Dívida Bruta do Governo Geral
A Dívida Bruta do Governo Geral, que engloba o governo federal, o Instituto Nacional do Seguro Social (INSS) e os governos estaduais e municipais, alcançou 78,7% do Produto Interno Bruto (PIB) em 2025, totalizando R$ 10 trilhões. Esse dado foi divulgado no relatório "Estatísticas Fiscais" pelo Banco Central do Brasil (BC) na sexta-feira, 30. Conforme a análise da autoridade monetária, esse valor representa uma elevação de 2,4 pontos percentuais do PIB em comparação ao ano anterior.
Evolução da Dívida
De acordo com o Banco Central, a variação na dívida foi influenciada por diversos fatores:
- Incorporação de juros nominais: +8,9 pontos percentuais.

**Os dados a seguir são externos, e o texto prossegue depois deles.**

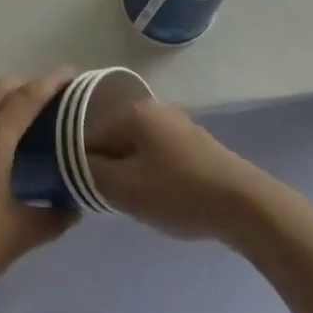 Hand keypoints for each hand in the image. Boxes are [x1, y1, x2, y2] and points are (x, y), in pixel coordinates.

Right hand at [84, 99, 271, 241]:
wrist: (242, 203)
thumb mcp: (123, 188)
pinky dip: (150, 173)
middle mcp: (153, 108)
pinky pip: (157, 154)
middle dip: (107, 169)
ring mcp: (176, 123)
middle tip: (111, 200)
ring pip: (135, 149)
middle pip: (112, 140)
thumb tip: (71, 162)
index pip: (87, 135)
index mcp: (132, 112)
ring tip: (135, 202)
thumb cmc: (177, 192)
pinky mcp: (193, 142)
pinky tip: (159, 196)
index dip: (79, 165)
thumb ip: (89, 172)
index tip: (85, 193)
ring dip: (129, 173) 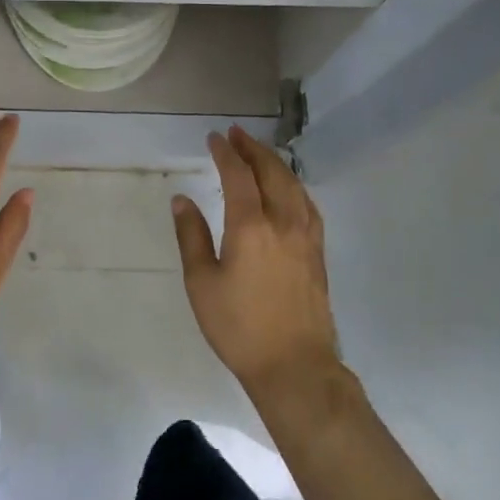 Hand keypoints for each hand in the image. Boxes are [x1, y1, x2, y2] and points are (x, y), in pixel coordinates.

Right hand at [172, 126, 341, 394]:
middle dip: (253, 149)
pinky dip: (294, 185)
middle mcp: (283, 222)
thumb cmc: (239, 327)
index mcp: (251, 226)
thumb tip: (182, 200)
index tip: (214, 138)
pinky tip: (288, 190)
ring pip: (294, 185)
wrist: (294, 365)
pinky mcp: (317, 252)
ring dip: (275, 163)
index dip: (225, 153)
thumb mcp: (202, 283)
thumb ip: (191, 236)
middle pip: (271, 172)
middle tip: (237, 134)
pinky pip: (307, 204)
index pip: (238, 175)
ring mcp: (306, 236)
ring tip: (259, 152) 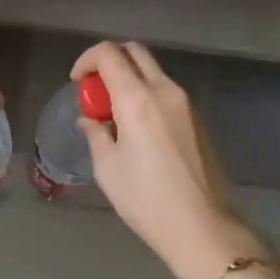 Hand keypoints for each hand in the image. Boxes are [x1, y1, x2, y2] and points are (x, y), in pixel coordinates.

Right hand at [71, 41, 263, 278]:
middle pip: (134, 52)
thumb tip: (89, 120)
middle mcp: (164, 90)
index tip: (76, 82)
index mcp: (137, 98)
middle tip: (94, 90)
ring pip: (152, 70)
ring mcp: (186, 103)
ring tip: (113, 113)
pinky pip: (165, 90)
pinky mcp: (197, 119)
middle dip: (109, 60)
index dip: (86, 60)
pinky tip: (137, 127)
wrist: (203, 227)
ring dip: (129, 78)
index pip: (108, 54)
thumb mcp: (108, 168)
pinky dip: (146, 93)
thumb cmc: (146, 199)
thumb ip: (96, 134) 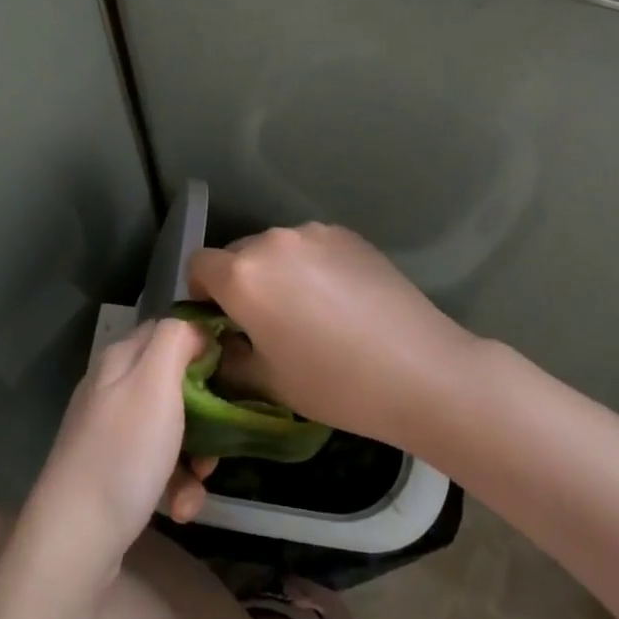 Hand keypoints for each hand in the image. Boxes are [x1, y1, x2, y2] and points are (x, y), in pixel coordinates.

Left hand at [26, 319, 214, 576]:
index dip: (203, 345)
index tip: (234, 372)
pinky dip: (174, 485)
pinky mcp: (112, 472)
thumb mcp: (155, 383)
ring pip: (171, 430)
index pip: (169, 331)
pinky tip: (177, 509)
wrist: (76, 537)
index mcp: (121, 359)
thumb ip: (175, 340)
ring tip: (196, 486)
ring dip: (194, 459)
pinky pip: (157, 466)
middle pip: (175, 385)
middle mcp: (112, 388)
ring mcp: (110, 432)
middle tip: (219, 441)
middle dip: (206, 415)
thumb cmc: (124, 452)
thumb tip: (195, 326)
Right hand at [189, 223, 469, 447]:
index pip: (198, 265)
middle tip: (265, 321)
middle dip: (240, 282)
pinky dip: (310, 266)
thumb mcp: (268, 382)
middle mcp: (272, 242)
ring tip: (308, 310)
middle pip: (237, 254)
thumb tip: (223, 343)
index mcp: (244, 276)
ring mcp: (313, 233)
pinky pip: (310, 247)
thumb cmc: (335, 384)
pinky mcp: (347, 235)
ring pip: (276, 249)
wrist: (421, 371)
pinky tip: (340, 300)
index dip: (200, 292)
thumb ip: (230, 358)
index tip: (221, 320)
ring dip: (277, 272)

- Reconhecimento de dívidas: +0,2 pontos percentuais.
- Crescimento do PIB nominal: -5,7 pontos percentuais.
- Efeito da valorização cambial: -0,5 pontos percentuais.
- Emissões líquidas de dívida: -0,3 pontos percentuais.
- Demais ajustes da dívida externa: -0,2 pontos percentuais.
No mês de dezembro, a relação entre a Dívida Bruta do Governo Geral e o PIB apresentou uma redução de 0,3 pontos percentuais. Essa diminuição foi atribuída principalmente a:
- Resgates líquidos de dívida: -0,7 pontos percentuais.
- Efeito da variação do PIB nominal: -0,5 pontos percentuais.
- Juros nominais apropriados: +0,8 pontos percentuais.
Dívida Líquida do Setor Público
A Dívida Líquida do Setor Público registrou 65,3% do PIB, equivalente a R$ 8,3 trilhões em 2025. Isso representa um aumento de 4 pontos percentuais em relação ao ano anterior. Segundo o Banco Central, essa alta se deve, especialmente, aos seguintes fatores:
- Juros nominais apropriados: +7,9 pontos percentuais.
- Efeito da valorização cambial acumulada de 11,1%: +1,3 pontos percentuais.
- Déficit primário do período: +0,4 pontos percentuais.
- Demais ajustes da dívida externa líquida: -1,1 pontos percentuais.
- Variação do PIB nominal: -4,6 pontos percentuais.
Em dezembro, a relação entre a Dívida Líquida do Setor Público e o PIB apresentou uma alta de 0,1 pontos percentuais. Essa variação foi influenciada por:
- Juros nominais apropriados: +1,0 pontos percentuais.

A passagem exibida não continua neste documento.